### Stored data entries
▽

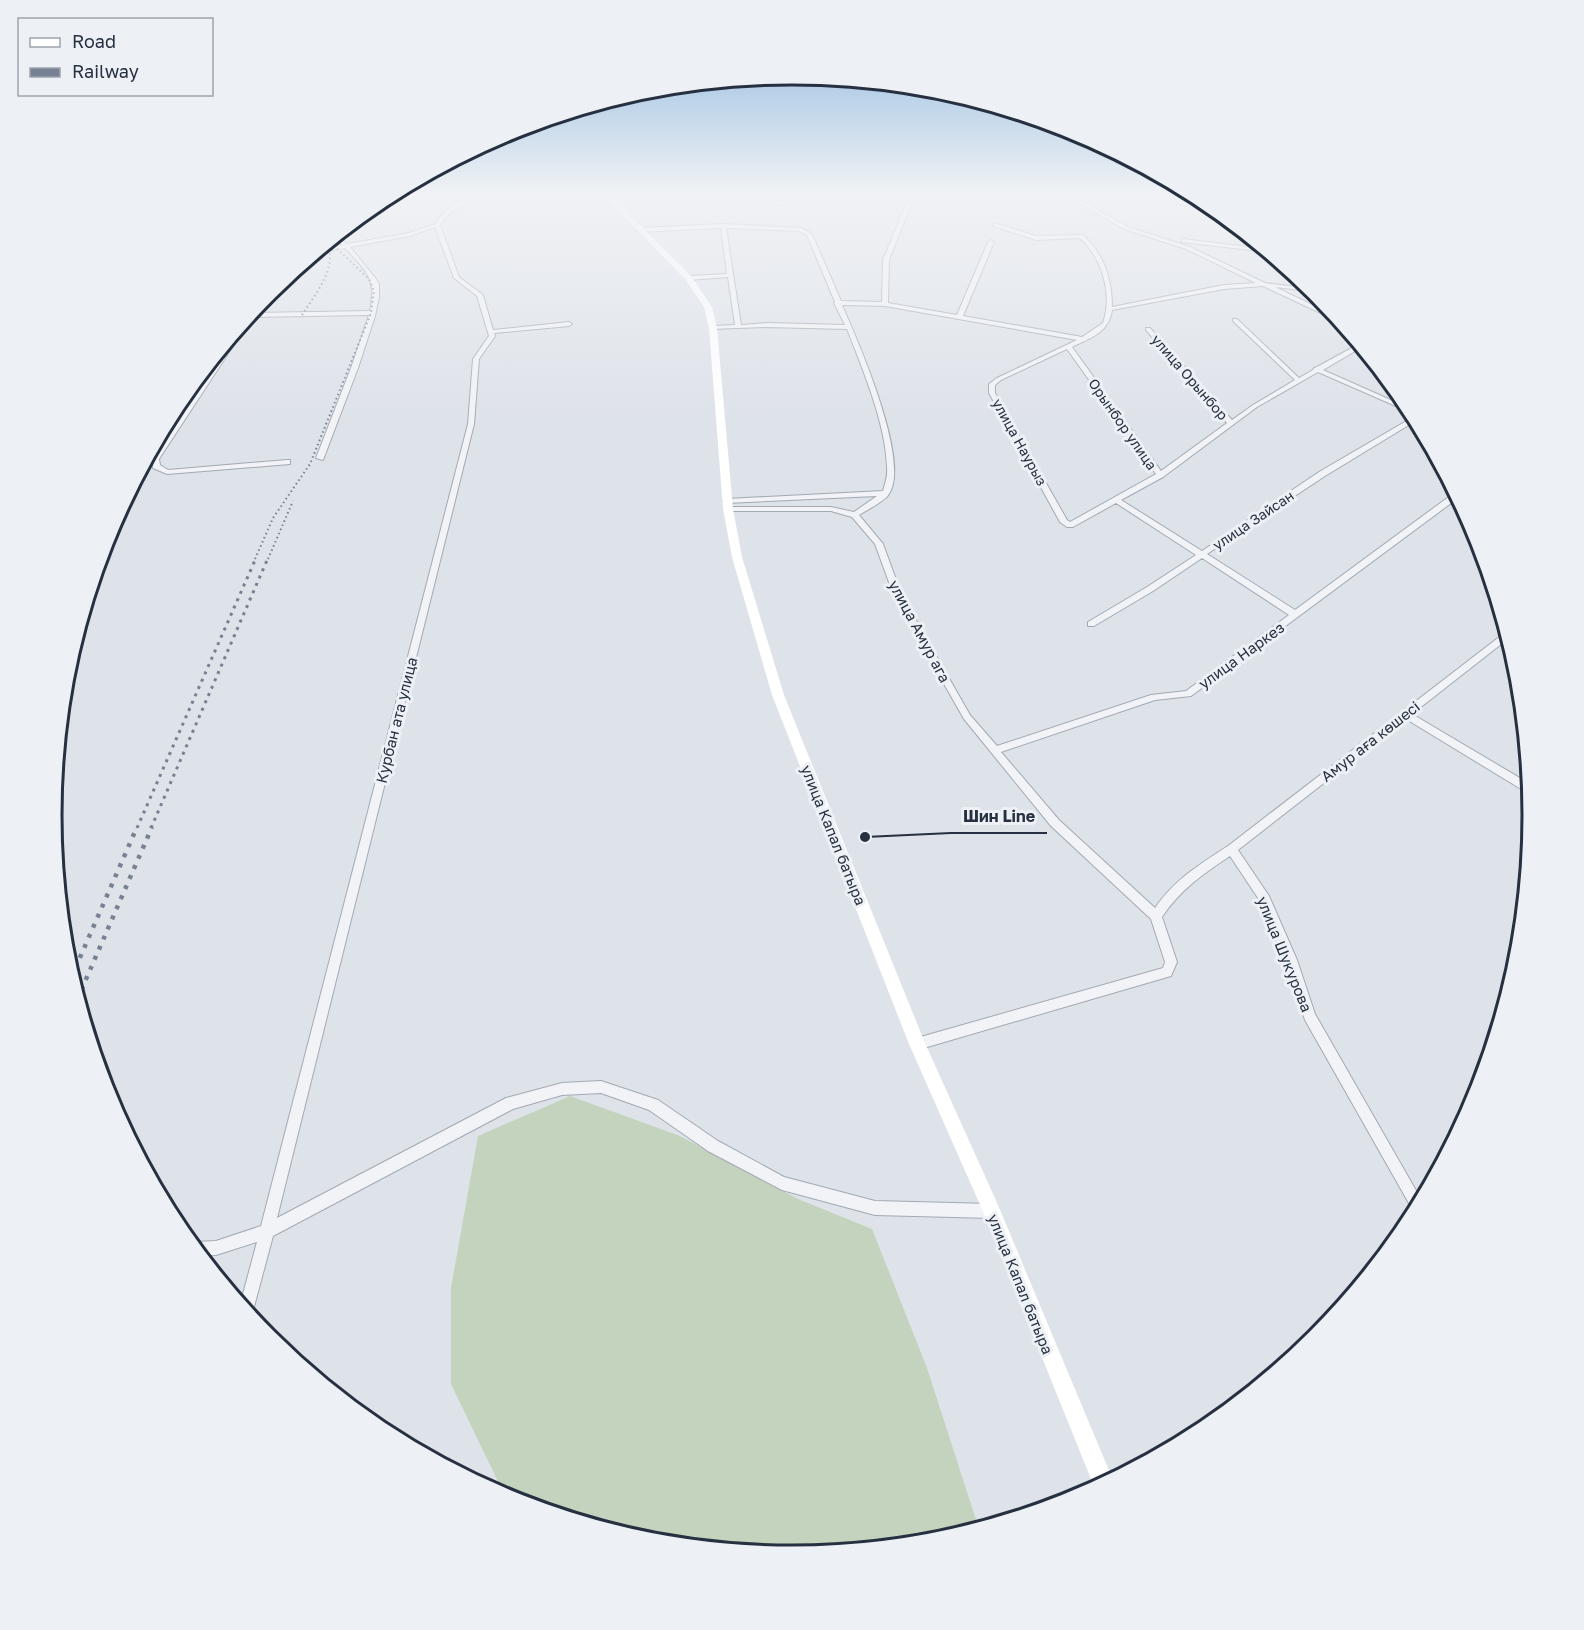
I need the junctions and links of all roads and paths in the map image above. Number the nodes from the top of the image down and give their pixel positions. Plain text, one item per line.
1 (366, 268) edge
2 (454, 268) edge
3 (678, 268) edge
4 (729, 268) edge
5 (823, 268) edge
6 (886, 268) edge
7 (980, 268) edge
8 (1103, 268) edge
9 (1230, 268) edge
10 (730, 275) junction
11 (688, 278) junction
12 (1263, 284) junction
13 (1299, 289) edge
14 (837, 303) junction
15 (885, 304) junction
16 (1110, 309) junction
17 (1322, 312) edge
18 (372, 314) junction
19 (260, 315) edge
20 (958, 318) junction
21 (1235, 320) dead end
22 (568, 324) dead end
23 (738, 327) junction
24 (848, 327) junction
25 (713, 328) junction
26 (1148, 329) dead end
27 (490, 332) junction
28 (1083, 339) junction
29 (1068, 346) junction
30 (1354, 349) edge
31 (217, 364) edge
32 (1316, 369) junction
33 (1298, 380) junction
34 (1396, 404) edge
35 (1408, 423) edge
36 (1232, 424) junction
37 (320, 458) dead end
38 (287, 462) dead end
39 (1160, 475) junction
40 (886, 493) junction
41 (1115, 500) junction
42 (1451, 500) edge
43 (728, 505) junction
44 (855, 515) junction
45 (1068, 524) joint
46 (1200, 555) junction
47 (1296, 615) junction
48 (1091, 624) dead end
49 (1501, 639) edge
50 (1405, 714) junction
51 (994, 750) junction
52 (1521, 784) edge
53 (1232, 849) junction
54 (1156, 916) junction
55 (917, 1044) junction
56 (1413, 1199) edge
57 (992, 1210) junction
58 (267, 1231) junction
59 (204, 1249) edge
60 (249, 1303) edge
61 (1101, 1477) edge

1 - 18 street
2 - 27 street
3 - 11 main road, улица Капал батыра
4 - 10 street
5 - 14 street
6 - 15 street
7 - 20 street
8 - 16 street
9 - 12 street
10 - 11 street
10 - 23 street
11 - 25 main road, улица Капал батыра
12 - 13 street
12 - 16 street
12 - 17 street
14 - 15 street
14 - 24 street
15 - 20 street
16 - 28 street, улица Наурыз
18 - 19 street
18 - 37 street
20 - 28 street
21 - 33 street
22 - 27 street
23 - 24 street
23 - 25 street
24 - 40 street
25 - 43 main road, улица Капал батыра
26 - 36 street, улица Орынбор
27 - 58 street, Курбан ата улица
28 - 29 street, улица Наурыз
29 - 39 street, Орынбор улица
29 - 45 street, улица Наурыз
30 - 32 street, улица Орынбор
31 - 38 street
32 - 33 street, улица Орынбор
32 - 34 street
33 - 36 street, улица Орынбор
35 - 46 street, улица Зайсан
36 - 39 street, улица Орынбор
39 - 41 street, Орынбор улица
40 - 43 street
40 - 44 street
41 - 45 street, Орынбор улица
41 - 46 street
42 - 47 street, улица Наркез
43 - 44 street
43 - 55 main road, улица Капал батыра
44 - 51 street, улица Амур ага
46 - 47 street
46 - 48 street, улица Зайсан
47 - 51 street, улица Наркез
49 - 50 street, Амур аға көшесі
50 - 52 street
50 - 53 street, Амур аға көшесі
51 - 54 street, улица Амур ага
53 - 54 street
53 - 56 street, улица Шукурова
54 - 55 street
55 - 57 main road, улица Капал батыра
57 - 58 street
57 - 61 main road, улица Капал батыра
58 - 59 street
58 - 60 street, Курбан ата улица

△

### DIRECTIONS FOR THIS TASK
Once the pictures are removed, reproduce the remaining entries above exactly.

### TASK ANSWER
I need the junctions and links of all roads and paths in the map image above. Number the nodes from the top of the image down and give their pixel positions. Plain text, one item per line.
1 (366, 268) edge
2 (454, 268) edge
3 (678, 268) edge
4 (729, 268) edge
5 (823, 268) edge
6 (886, 268) edge
7 (980, 268) edge
8 (1103, 268) edge
9 (1230, 268) edge
10 (730, 275) junction
11 (688, 278) junction
12 (1263, 284) junction
13 (1299, 289) edge
14 (837, 303) junction
15 (885, 304) junction
16 (1110, 309) junction
17 (1322, 312) edge
18 (372, 314) junction
19 (260, 315) edge
20 (958, 318) junction
21 (1235, 320) dead end
22 (568, 324) dead end
23 (738, 327) junction
24 (848, 327) junction
25 (713, 328) junction
26 (1148, 329) dead end
27 (490, 332) junction
28 (1083, 339) junction
29 (1068, 346) junction
30 (1354, 349) edge
31 (217, 364) edge
32 (1316, 369) junction
33 (1298, 380) junction
34 (1396, 404) edge
35 (1408, 423) edge
36 (1232, 424) junction
37 (320, 458) dead end
38 (287, 462) dead end
39 (1160, 475) junction
40 (886, 493) junction
41 (1115, 500) junction
42 (1451, 500) edge
43 (728, 505) junction
44 (855, 515) junction
45 (1068, 524) joint
46 (1200, 555) junction
47 (1296, 615) junction
48 (1091, 624) dead end
49 (1501, 639) edge
50 (1405, 714) junction
51 (994, 750) junction
52 (1521, 784) edge
53 (1232, 849) junction
54 (1156, 916) junction
55 (917, 1044) junction
56 (1413, 1199) edge
57 (992, 1210) junction
58 (267, 1231) junction
59 (204, 1249) edge
60 (249, 1303) edge
61 (1101, 1477) edge

1 - 18 street
2 - 27 street
3 - 11 main road, улица Капал батыра
4 - 10 street
5 - 14 street
6 - 15 street
7 - 20 street
8 - 16 street
9 - 12 street
10 - 11 street
10 - 23 street
11 - 25 main road, улица Капал батыра
12 - 13 street
12 - 16 street
12 - 17 street
14 - 15 street
14 - 24 street
15 - 20 street
16 - 28 street, улица Наурыз
18 - 19 street
18 - 37 street
20 - 28 street
21 - 33 street
22 - 27 street
23 - 24 street
23 - 25 street
24 - 40 street
25 - 43 main road, улица Капал батыра
26 - 36 street, улица Орынбор
27 - 58 street, Курбан ата улица
28 - 29 street, улица Наурыз
29 - 39 street, Орынбор улица
29 - 45 street, улица Наурыз
30 - 32 street, улица Орынбор
31 - 38 street
32 - 33 street, улица Орынбор
32 - 34 street
33 - 36 street, улица Орынбор
35 - 46 street, улица Зайсан
36 - 39 street, улица Орынбор
39 - 41 street, Орынбор улица
40 - 43 street
40 - 44 street
41 - 45 street, Орынбор улица
41 - 46 street
42 - 47 street, улица Наркез
43 - 44 street
43 - 55 main road, улица Капал батыра
44 - 51 street, улица Амур ага
46 - 47 street
46 - 48 street, улица Зайсан
47 - 51 street, улица Наркез
49 - 50 street, Амур аға көшесі
50 - 52 street
50 - 53 street, Амур аға көшесі
51 - 54 street, улица Амур ага
53 - 54 street
53 - 56 street, улица Шукурова
54 - 55 street
55 - 57 main road, улица Капал батыра
57 - 58 street
57 - 61 main road, улица Капал батыра
58 - 59 street
58 - 60 street, Курбан ата улица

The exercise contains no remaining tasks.